Ze keek naar moeder, naar Stance, en als een pijn viel in haar gedachten het
verlangen:
‘Nog éénmaal een dag in het oude huis op den Voorburgwal.’
Het verschrikte haar door de hevigheid van het verlangen - dat haar doorkromp als
een ziekte, een zoo sterk heimwee, dat alle tegenwoordig bezit waardeloos
scheen. En tegelijk herinnerde zij zich datzelfde redeloos verlangen het laatst
voor de geboorte van Fritsje.
Ze bleef roerloos van schrik. Zou 't mogelijk zijn? Fritsje was acht jaar
geweest. Dat nòg eenmaal....
Ze keek naar haar oudste kinderen - ze dacht dat Philip in 't najaar adelborst
zou zijn, een groote jongen van huis weg.... Ze had zich al een beetje oud
voelen worden, vijf-en-dertig - en al die kinderen....’
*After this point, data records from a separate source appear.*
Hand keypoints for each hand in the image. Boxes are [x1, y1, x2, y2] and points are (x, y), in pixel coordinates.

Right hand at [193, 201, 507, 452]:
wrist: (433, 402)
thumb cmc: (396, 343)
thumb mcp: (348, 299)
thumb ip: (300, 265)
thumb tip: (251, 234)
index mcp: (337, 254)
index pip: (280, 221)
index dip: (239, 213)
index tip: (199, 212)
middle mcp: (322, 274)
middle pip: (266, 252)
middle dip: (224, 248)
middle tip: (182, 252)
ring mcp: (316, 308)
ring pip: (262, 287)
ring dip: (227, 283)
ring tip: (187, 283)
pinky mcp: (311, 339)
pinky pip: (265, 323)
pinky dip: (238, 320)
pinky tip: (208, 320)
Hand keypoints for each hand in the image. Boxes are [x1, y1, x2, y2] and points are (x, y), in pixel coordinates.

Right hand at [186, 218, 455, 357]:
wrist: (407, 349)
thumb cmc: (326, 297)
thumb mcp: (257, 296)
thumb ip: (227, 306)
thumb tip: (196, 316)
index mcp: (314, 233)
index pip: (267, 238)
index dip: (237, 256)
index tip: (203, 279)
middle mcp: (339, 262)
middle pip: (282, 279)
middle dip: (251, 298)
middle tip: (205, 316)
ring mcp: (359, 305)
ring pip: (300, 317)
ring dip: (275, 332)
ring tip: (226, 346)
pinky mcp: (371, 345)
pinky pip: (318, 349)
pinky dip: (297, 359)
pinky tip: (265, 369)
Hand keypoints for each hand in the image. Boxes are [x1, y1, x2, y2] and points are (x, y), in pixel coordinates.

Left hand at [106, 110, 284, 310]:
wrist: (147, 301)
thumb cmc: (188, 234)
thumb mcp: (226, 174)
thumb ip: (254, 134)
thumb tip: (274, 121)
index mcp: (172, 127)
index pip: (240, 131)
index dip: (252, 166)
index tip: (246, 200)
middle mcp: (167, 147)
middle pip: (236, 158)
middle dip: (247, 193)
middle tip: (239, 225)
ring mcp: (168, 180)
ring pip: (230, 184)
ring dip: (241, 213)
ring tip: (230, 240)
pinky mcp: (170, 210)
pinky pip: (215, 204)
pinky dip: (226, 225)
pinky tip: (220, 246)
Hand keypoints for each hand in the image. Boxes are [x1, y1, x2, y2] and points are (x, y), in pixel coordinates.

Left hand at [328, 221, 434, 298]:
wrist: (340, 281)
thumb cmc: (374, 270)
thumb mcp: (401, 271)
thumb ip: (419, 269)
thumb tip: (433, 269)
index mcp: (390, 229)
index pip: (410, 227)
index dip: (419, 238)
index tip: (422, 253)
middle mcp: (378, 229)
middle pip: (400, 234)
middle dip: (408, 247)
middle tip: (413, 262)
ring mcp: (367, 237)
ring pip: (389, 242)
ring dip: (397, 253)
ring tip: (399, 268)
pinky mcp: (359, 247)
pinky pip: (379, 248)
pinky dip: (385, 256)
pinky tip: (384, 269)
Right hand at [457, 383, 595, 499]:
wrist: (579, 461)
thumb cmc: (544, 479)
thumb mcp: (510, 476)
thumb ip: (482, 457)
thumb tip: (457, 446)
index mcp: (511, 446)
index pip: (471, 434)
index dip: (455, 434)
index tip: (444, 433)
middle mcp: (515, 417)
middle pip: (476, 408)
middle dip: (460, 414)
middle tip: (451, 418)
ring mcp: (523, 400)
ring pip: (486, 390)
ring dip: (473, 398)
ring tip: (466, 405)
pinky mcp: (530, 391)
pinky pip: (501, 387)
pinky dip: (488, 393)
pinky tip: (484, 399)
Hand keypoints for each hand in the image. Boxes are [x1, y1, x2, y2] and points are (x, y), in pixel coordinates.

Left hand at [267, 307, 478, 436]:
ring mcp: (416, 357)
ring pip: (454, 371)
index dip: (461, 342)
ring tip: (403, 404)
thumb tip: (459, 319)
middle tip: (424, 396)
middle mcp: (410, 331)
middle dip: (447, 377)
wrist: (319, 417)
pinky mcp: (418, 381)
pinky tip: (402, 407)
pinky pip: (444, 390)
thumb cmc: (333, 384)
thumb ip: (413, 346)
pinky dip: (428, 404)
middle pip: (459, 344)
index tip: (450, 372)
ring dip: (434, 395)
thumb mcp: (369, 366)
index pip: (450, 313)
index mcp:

Zwaar zat ze in haar stoel, een vaalte haar gewone frissche blankheid
overtrokken. Ze voelde geprikkeld, dat Frederik telkens opmerkzaam naar haar
keek, en ze zag opzettelijk zijn kant niet uit.
Bergema nam 't eerst afscheid. Toen hij voor haar stond, voelde zij ook zijn blik, en opeens was hij haar vriend niet meer; werd de
oude vergeten vijandigheid in haar wakker tegen den vreemden man, aan wiens hulp
zij zich nog eenmaal zou moeten overgeven.
Dadelijk nadat de laatste gasten vertrokken waren, ging ook zij naar boven. Haar
moeder liep voor haar de trap op. Annette keek met een scherpe gespannen
aandacht de langzaam gaande, groote gestalte aan.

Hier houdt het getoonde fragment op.